__Task goal__.
All of the records should be given again exactly as they appear.

[[ Data for analysis, beginning ]]

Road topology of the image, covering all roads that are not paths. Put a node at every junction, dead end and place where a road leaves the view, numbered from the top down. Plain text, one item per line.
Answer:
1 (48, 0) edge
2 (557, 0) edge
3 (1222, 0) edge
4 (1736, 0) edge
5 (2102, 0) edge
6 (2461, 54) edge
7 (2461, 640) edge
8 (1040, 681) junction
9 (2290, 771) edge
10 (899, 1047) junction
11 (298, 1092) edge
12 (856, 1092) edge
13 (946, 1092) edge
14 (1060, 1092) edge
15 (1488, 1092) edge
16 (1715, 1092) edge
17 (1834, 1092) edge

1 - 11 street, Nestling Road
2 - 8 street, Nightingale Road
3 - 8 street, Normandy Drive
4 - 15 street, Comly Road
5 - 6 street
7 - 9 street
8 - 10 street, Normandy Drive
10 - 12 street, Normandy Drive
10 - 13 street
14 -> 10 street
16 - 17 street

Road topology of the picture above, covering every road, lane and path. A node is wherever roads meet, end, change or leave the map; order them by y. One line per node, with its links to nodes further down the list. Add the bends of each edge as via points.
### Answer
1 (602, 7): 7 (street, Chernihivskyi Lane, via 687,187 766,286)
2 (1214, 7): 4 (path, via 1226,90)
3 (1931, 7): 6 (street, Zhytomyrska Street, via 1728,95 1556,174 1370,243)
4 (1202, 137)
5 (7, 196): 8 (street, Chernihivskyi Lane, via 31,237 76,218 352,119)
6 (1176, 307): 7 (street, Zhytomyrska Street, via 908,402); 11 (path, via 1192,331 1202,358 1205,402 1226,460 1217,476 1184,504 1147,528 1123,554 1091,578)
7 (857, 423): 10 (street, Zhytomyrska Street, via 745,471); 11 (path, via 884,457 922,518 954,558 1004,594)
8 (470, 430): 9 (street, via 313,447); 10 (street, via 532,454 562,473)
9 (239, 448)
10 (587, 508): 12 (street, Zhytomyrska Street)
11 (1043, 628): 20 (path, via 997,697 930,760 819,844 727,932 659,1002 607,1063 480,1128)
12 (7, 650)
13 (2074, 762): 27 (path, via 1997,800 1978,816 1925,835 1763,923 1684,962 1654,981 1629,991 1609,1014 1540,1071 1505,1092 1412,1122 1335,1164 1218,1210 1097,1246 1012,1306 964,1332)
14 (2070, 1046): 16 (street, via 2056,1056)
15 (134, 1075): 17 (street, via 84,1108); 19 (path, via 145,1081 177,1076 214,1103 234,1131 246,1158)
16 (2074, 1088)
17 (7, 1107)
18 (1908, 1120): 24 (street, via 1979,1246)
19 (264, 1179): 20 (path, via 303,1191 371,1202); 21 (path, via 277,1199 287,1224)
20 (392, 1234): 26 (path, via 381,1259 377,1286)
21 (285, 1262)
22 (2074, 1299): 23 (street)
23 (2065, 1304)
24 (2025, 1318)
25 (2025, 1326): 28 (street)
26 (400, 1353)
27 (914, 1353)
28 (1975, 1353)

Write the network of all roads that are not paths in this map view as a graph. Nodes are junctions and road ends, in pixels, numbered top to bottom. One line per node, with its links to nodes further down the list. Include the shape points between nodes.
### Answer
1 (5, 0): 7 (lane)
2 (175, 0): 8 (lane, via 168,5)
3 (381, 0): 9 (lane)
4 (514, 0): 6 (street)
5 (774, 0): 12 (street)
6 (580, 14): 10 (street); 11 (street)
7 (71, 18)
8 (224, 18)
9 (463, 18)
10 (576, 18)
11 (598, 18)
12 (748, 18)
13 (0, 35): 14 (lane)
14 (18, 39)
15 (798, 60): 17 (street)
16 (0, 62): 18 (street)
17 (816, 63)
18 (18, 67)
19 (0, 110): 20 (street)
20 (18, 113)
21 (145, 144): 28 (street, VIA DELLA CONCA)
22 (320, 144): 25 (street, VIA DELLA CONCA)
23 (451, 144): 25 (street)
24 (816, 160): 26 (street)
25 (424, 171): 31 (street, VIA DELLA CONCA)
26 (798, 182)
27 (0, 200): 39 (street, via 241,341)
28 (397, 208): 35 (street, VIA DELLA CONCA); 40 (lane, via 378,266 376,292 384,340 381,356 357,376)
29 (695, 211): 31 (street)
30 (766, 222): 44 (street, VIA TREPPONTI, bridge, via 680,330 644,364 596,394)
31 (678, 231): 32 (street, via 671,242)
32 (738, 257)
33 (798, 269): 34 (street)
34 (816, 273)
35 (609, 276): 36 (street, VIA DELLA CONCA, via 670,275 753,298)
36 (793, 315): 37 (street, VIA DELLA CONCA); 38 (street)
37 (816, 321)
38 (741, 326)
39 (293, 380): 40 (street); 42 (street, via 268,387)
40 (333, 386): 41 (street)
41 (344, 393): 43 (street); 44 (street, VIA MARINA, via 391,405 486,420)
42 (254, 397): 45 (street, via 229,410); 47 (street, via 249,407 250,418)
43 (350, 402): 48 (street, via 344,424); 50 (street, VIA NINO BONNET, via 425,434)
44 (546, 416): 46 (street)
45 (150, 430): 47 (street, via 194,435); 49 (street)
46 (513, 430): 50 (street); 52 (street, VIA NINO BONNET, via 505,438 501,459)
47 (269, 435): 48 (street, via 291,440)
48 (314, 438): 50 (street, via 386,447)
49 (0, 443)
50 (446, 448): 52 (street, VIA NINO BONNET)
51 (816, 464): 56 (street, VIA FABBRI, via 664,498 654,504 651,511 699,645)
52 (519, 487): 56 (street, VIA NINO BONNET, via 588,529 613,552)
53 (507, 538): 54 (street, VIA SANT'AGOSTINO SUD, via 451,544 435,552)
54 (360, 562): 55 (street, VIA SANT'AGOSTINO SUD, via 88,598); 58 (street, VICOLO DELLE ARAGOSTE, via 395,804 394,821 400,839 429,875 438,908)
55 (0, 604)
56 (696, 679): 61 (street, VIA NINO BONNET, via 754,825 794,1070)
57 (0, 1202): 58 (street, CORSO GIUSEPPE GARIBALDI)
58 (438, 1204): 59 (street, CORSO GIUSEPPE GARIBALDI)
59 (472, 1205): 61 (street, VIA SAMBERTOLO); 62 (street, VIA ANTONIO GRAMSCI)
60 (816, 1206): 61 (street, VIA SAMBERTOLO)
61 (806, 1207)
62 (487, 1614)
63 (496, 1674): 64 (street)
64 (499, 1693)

[[ Data for analysis, end ]]

__Response for this exercise__.
Road topology of the image, covering all roads that are not paths. Put a node at every junction, dead end and place where a road leaves the view, numbered from the top down. Plain text, one item per line.
Answer:
1 (48, 0) edge
2 (557, 0) edge
3 (1222, 0) edge
4 (1736, 0) edge
5 (2102, 0) edge
6 (2461, 54) edge
7 (2461, 640) edge
8 (1040, 681) junction
9 (2290, 771) edge
10 (899, 1047) junction
11 (298, 1092) edge
12 (856, 1092) edge
13 (946, 1092) edge
14 (1060, 1092) edge
15 (1488, 1092) edge
16 (1715, 1092) edge
17 (1834, 1092) edge

1 - 11 street, Nestling Road
2 - 8 street, Nightingale Road
3 - 8 street, Normandy Drive
4 - 15 street, Comly Road
5 - 6 street
7 - 9 street
8 - 10 street, Normandy Drive
10 - 12 street, Normandy Drive
10 - 13 street
14 -> 10 street
16 - 17 street

Road topology of the picture above, covering every road, lane and path. A node is wherever roads meet, end, change or leave the map; order them by y. One line per node, with its links to nodes further down the list. Add the bends of each edge as via points.
### Answer
1 (602, 7): 7 (street, Chernihivskyi Lane, via 687,187 766,286)
2 (1214, 7): 4 (path, via 1226,90)
3 (1931, 7): 6 (street, Zhytomyrska Street, via 1728,95 1556,174 1370,243)
4 (1202, 137)
5 (7, 196): 8 (street, Chernihivskyi Lane, via 31,237 76,218 352,119)
6 (1176, 307): 7 (street, Zhytomyrska Street, via 908,402); 11 (path, via 1192,331 1202,358 1205,402 1226,460 1217,476 1184,504 1147,528 1123,554 1091,578)
7 (857, 423): 10 (street, Zhytomyrska Street, via 745,471); 11 (path, via 884,457 922,518 954,558 1004,594)
8 (470, 430): 9 (street, via 313,447); 10 (street, via 532,454 562,473)
9 (239, 448)
10 (587, 508): 12 (street, Zhytomyrska Street)
11 (1043, 628): 20 (path, via 997,697 930,760 819,844 727,932 659,1002 607,1063 480,1128)
12 (7, 650)
13 (2074, 762): 27 (path, via 1997,800 1978,816 1925,835 1763,923 1684,962 1654,981 1629,991 1609,1014 1540,1071 1505,1092 1412,1122 1335,1164 1218,1210 1097,1246 1012,1306 964,1332)
14 (2070, 1046): 16 (street, via 2056,1056)
15 (134, 1075): 17 (street, via 84,1108); 19 (path, via 145,1081 177,1076 214,1103 234,1131 246,1158)
16 (2074, 1088)
17 (7, 1107)
18 (1908, 1120): 24 (street, via 1979,1246)
19 (264, 1179): 20 (path, via 303,1191 371,1202); 21 (path, via 277,1199 287,1224)
20 (392, 1234): 26 (path, via 381,1259 377,1286)
21 (285, 1262)
22 (2074, 1299): 23 (street)
23 (2065, 1304)
24 (2025, 1318)
25 (2025, 1326): 28 (street)
26 (400, 1353)
27 (914, 1353)
28 (1975, 1353)

Write the network of all roads that are not paths in this map view as a graph. Nodes are junctions and road ends, in pixels, numbered top to bottom. One line per node, with its links to nodes further down the list. Include the shape points between nodes.
### Answer
1 (5, 0): 7 (lane)
2 (175, 0): 8 (lane, via 168,5)
3 (381, 0): 9 (lane)
4 (514, 0): 6 (street)
5 (774, 0): 12 (street)
6 (580, 14): 10 (street); 11 (street)
7 (71, 18)
8 (224, 18)
9 (463, 18)
10 (576, 18)
11 (598, 18)
12 (748, 18)
13 (0, 35): 14 (lane)
14 (18, 39)
15 (798, 60): 17 (street)
16 (0, 62): 18 (street)
17 (816, 63)
18 (18, 67)
19 (0, 110): 20 (street)
20 (18, 113)
21 (145, 144): 28 (street, VIA DELLA CONCA)
22 (320, 144): 25 (street, VIA DELLA CONCA)
23 (451, 144): 25 (street)
24 (816, 160): 26 (street)
25 (424, 171): 31 (street, VIA DELLA CONCA)
26 (798, 182)
27 (0, 200): 39 (street, via 241,341)
28 (397, 208): 35 (street, VIA DELLA CONCA); 40 (lane, via 378,266 376,292 384,340 381,356 357,376)
29 (695, 211): 31 (street)
30 (766, 222): 44 (street, VIA TREPPONTI, bridge, via 680,330 644,364 596,394)
31 (678, 231): 32 (street, via 671,242)
32 (738, 257)
33 (798, 269): 34 (street)
34 (816, 273)
35 (609, 276): 36 (street, VIA DELLA CONCA, via 670,275 753,298)
36 (793, 315): 37 (street, VIA DELLA CONCA); 38 (street)
37 (816, 321)
38 (741, 326)
39 (293, 380): 40 (street); 42 (street, via 268,387)
40 (333, 386): 41 (street)
41 (344, 393): 43 (street); 44 (street, VIA MARINA, via 391,405 486,420)
42 (254, 397): 45 (street, via 229,410); 47 (street, via 249,407 250,418)
43 (350, 402): 48 (street, via 344,424); 50 (street, VIA NINO BONNET, via 425,434)
44 (546, 416): 46 (street)
45 (150, 430): 47 (street, via 194,435); 49 (street)
46 (513, 430): 50 (street); 52 (street, VIA NINO BONNET, via 505,438 501,459)
47 (269, 435): 48 (street, via 291,440)
48 (314, 438): 50 (street, via 386,447)
49 (0, 443)
50 (446, 448): 52 (street, VIA NINO BONNET)
51 (816, 464): 56 (street, VIA FABBRI, via 664,498 654,504 651,511 699,645)
52 (519, 487): 56 (street, VIA NINO BONNET, via 588,529 613,552)
53 (507, 538): 54 (street, VIA SANT'AGOSTINO SUD, via 451,544 435,552)
54 (360, 562): 55 (street, VIA SANT'AGOSTINO SUD, via 88,598); 58 (street, VICOLO DELLE ARAGOSTE, via 395,804 394,821 400,839 429,875 438,908)
55 (0, 604)
56 (696, 679): 61 (street, VIA NINO BONNET, via 754,825 794,1070)
57 (0, 1202): 58 (street, CORSO GIUSEPPE GARIBALDI)
58 (438, 1204): 59 (street, CORSO GIUSEPPE GARIBALDI)
59 (472, 1205): 61 (street, VIA SAMBERTOLO); 62 (street, VIA ANTONIO GRAMSCI)
60 (816, 1206): 61 (street, VIA SAMBERTOLO)
61 (806, 1207)
62 (487, 1614)
63 (496, 1674): 64 (street)
64 (499, 1693)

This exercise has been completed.